EXERCISE:
Would you filter these records and copy every line that has the word "Turn"?
SOURCE DATA: Begin
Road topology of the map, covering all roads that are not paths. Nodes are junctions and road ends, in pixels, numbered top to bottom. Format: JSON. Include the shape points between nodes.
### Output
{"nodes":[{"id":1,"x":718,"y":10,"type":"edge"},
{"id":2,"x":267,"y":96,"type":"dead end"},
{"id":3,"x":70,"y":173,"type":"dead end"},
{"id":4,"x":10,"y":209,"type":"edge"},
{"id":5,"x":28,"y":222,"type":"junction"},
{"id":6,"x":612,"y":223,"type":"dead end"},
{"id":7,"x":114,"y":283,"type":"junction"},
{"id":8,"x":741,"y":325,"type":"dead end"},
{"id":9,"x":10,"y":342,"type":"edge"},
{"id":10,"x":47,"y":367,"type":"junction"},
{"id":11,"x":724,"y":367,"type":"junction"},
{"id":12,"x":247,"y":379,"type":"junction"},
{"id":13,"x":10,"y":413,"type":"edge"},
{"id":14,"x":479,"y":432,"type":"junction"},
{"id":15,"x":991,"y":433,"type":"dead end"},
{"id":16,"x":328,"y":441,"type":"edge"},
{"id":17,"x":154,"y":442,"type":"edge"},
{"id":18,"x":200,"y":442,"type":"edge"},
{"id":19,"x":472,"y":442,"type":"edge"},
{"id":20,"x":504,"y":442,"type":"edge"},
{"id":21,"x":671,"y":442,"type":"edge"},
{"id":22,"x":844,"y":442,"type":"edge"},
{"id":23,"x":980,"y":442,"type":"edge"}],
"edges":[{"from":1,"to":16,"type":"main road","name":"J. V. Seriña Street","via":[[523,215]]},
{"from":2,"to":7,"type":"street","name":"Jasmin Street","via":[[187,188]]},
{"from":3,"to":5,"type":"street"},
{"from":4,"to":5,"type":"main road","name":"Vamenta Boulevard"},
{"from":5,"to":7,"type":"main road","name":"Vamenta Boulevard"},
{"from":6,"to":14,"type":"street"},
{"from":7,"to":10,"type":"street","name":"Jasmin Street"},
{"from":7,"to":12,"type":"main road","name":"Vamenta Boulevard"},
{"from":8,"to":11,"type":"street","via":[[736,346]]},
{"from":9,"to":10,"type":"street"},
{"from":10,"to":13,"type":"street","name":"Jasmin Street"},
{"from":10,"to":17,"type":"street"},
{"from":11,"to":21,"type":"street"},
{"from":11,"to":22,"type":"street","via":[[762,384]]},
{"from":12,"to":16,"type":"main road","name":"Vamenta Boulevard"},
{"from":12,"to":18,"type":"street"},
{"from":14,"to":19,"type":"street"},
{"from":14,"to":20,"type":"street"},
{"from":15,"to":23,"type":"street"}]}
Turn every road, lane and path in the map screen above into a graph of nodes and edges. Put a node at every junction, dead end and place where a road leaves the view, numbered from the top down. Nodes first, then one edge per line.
SOURCE DATA: End
SOURCE DATA: Begin
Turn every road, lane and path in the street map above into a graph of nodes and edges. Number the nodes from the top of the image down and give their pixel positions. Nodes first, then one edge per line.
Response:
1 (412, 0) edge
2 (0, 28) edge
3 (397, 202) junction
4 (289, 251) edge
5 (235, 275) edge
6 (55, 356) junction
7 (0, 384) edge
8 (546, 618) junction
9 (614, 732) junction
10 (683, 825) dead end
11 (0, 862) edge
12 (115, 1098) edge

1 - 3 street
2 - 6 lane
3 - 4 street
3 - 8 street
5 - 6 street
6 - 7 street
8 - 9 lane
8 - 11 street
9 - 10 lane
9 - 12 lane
SOURCE DATA: End
SOURCE DATA: Begin
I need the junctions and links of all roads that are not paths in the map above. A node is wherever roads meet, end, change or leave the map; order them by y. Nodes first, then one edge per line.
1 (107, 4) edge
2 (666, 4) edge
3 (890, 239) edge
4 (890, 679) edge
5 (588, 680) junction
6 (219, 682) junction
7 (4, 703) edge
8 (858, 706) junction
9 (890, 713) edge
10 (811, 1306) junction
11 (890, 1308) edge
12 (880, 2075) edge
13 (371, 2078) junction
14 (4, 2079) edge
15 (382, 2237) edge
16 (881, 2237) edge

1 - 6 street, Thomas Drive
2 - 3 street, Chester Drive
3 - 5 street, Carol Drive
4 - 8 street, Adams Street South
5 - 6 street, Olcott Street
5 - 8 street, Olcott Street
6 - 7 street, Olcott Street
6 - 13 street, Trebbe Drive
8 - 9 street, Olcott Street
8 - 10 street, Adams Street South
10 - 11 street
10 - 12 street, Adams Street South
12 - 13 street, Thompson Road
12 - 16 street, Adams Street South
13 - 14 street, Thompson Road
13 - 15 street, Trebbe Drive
SOURCE DATA: End
SOLUTION TO THIS TASK:
Turn every road, lane and path in the map screen above into a graph of nodes and edges. Put a node at every junction, dead end and place where a road leaves the view, numbered from the top down. Nodes first, then one edge per line.
Turn every road, lane and path in the street map above into a graph of nodes and edges. Number the nodes from the top of the image down and give their pixel positions. Nodes first, then one edge per line.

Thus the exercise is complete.